WORK REQUIRED: Give an exact copy of every entry.

#### DATASET

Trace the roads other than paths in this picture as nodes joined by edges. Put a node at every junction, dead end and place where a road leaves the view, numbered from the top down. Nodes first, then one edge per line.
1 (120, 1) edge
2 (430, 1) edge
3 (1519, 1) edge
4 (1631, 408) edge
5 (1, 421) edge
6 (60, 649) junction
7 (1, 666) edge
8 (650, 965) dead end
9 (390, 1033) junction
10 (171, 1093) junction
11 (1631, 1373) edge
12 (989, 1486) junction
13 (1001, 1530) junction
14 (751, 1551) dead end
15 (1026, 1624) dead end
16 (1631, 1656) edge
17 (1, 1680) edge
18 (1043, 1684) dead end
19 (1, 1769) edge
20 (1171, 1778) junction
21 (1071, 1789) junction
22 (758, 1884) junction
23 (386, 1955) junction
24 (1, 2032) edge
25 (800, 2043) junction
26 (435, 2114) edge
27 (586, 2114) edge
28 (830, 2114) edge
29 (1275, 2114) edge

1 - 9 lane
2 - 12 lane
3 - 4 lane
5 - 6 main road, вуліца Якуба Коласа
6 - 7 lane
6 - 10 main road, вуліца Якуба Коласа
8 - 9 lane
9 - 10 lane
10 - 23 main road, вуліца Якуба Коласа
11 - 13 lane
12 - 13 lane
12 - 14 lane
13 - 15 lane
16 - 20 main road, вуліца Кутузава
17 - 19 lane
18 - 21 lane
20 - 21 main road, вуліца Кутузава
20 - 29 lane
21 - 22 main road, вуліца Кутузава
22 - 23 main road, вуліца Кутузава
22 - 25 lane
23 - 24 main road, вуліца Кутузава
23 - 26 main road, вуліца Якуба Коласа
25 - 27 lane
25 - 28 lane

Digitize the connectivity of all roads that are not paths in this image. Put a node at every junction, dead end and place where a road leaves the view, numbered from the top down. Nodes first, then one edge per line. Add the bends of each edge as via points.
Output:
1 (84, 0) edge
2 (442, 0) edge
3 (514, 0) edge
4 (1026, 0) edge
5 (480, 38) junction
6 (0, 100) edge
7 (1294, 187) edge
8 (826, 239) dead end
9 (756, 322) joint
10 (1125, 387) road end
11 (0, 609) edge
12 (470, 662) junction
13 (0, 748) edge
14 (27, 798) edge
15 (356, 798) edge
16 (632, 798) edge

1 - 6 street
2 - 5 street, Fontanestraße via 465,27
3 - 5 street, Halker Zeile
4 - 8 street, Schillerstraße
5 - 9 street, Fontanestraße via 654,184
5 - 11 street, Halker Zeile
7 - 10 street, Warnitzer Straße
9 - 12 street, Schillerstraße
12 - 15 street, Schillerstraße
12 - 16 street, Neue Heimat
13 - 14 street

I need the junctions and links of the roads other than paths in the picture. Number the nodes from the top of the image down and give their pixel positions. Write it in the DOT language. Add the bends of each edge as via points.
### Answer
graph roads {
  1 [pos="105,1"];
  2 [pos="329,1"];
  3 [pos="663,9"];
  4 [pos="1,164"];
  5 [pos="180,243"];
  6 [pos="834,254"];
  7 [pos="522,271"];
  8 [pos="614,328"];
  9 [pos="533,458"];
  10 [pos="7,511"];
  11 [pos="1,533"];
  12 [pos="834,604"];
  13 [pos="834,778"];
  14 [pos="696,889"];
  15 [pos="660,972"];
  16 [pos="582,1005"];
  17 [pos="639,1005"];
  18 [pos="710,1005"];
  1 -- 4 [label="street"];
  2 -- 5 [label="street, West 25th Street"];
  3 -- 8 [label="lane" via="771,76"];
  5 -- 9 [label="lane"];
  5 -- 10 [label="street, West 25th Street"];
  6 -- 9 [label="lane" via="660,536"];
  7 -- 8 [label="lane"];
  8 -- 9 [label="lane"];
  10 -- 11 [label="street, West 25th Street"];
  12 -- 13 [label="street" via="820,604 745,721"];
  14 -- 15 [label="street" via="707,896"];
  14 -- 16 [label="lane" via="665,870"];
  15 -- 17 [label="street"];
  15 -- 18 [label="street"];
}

########

EXERCISE RESPONSE:
Trace the roads other than paths in this picture as nodes joined by edges. Put a node at every junction, dead end and place where a road leaves the view, numbered from the top down. Nodes first, then one edge per line.
1 (120, 1) edge
2 (430, 1) edge
3 (1519, 1) edge
4 (1631, 408) edge
5 (1, 421) edge
6 (60, 649) junction
7 (1, 666) edge
8 (650, 965) dead end
9 (390, 1033) junction
10 (171, 1093) junction
11 (1631, 1373) edge
12 (989, 1486) junction
13 (1001, 1530) junction
14 (751, 1551) dead end
15 (1026, 1624) dead end
16 (1631, 1656) edge
17 (1, 1680) edge
18 (1043, 1684) dead end
19 (1, 1769) edge
20 (1171, 1778) junction
21 (1071, 1789) junction
22 (758, 1884) junction
23 (386, 1955) junction
24 (1, 2032) edge
25 (800, 2043) junction
26 (435, 2114) edge
27 (586, 2114) edge
28 (830, 2114) edge
29 (1275, 2114) edge

1 - 9 lane
2 - 12 lane
3 - 4 lane
5 - 6 main road, вуліца Якуба Коласа
6 - 7 lane
6 - 10 main road, вуліца Якуба Коласа
8 - 9 lane
9 - 10 lane
10 - 23 main road, вуліца Якуба Коласа
11 - 13 lane
12 - 13 lane
12 - 14 lane
13 - 15 lane
16 - 20 main road, вуліца Кутузава
17 - 19 lane
18 - 21 lane
20 - 21 main road, вуліца Кутузава
20 - 29 lane
21 - 22 main road, вуліца Кутузава
22 - 23 main road, вуліца Кутузава
22 - 25 lane
23 - 24 main road, вуліца Кутузава
23 - 26 main road, вуліца Якуба Коласа
25 - 27 lane
25 - 28 lane

Digitize the connectivity of all roads that are not paths in this image. Put a node at every junction, dead end and place where a road leaves the view, numbered from the top down. Nodes first, then one edge per line. Add the bends of each edge as via points.
Output:
1 (84, 0) edge
2 (442, 0) edge
3 (514, 0) edge
4 (1026, 0) edge
5 (480, 38) junction
6 (0, 100) edge
7 (1294, 187) edge
8 (826, 239) dead end
9 (756, 322) joint
10 (1125, 387) road end
11 (0, 609) edge
12 (470, 662) junction
13 (0, 748) edge
14 (27, 798) edge
15 (356, 798) edge
16 (632, 798) edge

1 - 6 street
2 - 5 street, Fontanestraße via 465,27
3 - 5 street, Halker Zeile
4 - 8 street, Schillerstraße
5 - 9 street, Fontanestraße via 654,184
5 - 11 street, Halker Zeile
7 - 10 street, Warnitzer Straße
9 - 12 street, Schillerstraße
12 - 15 street, Schillerstraße
12 - 16 street, Neue Heimat
13 - 14 street

I need the junctions and links of the roads other than paths in the picture. Number the nodes from the top of the image down and give their pixel positions. Write it in the DOT language. Add the bends of each edge as via points.
### Answer
graph roads {
  1 [pos="105,1"];
  2 [pos="329,1"];
  3 [pos="663,9"];
  4 [pos="1,164"];
  5 [pos="180,243"];
  6 [pos="834,254"];
  7 [pos="522,271"];
  8 [pos="614,328"];
  9 [pos="533,458"];
  10 [pos="7,511"];
  11 [pos="1,533"];
  12 [pos="834,604"];
  13 [pos="834,778"];
  14 [pos="696,889"];
  15 [pos="660,972"];
  16 [pos="582,1005"];
  17 [pos="639,1005"];
  18 [pos="710,1005"];
  1 -- 4 [label="street"];
  2 -- 5 [label="street, West 25th Street"];
  3 -- 8 [label="lane" via="771,76"];
  5 -- 9 [label="lane"];
  5 -- 10 [label="street, West 25th Street"];
  6 -- 9 [label="lane" via="660,536"];
  7 -- 8 [label="lane"];
  8 -- 9 [label="lane"];
  10 -- 11 [label="street, West 25th Street"];
  12 -- 13 [label="street" via="820,604 745,721"];
  14 -- 15 [label="street" via="707,896"];
  14 -- 16 [label="lane" via="665,870"];
  15 -- 17 [label="street"];
  15 -- 18 [label="street"];
}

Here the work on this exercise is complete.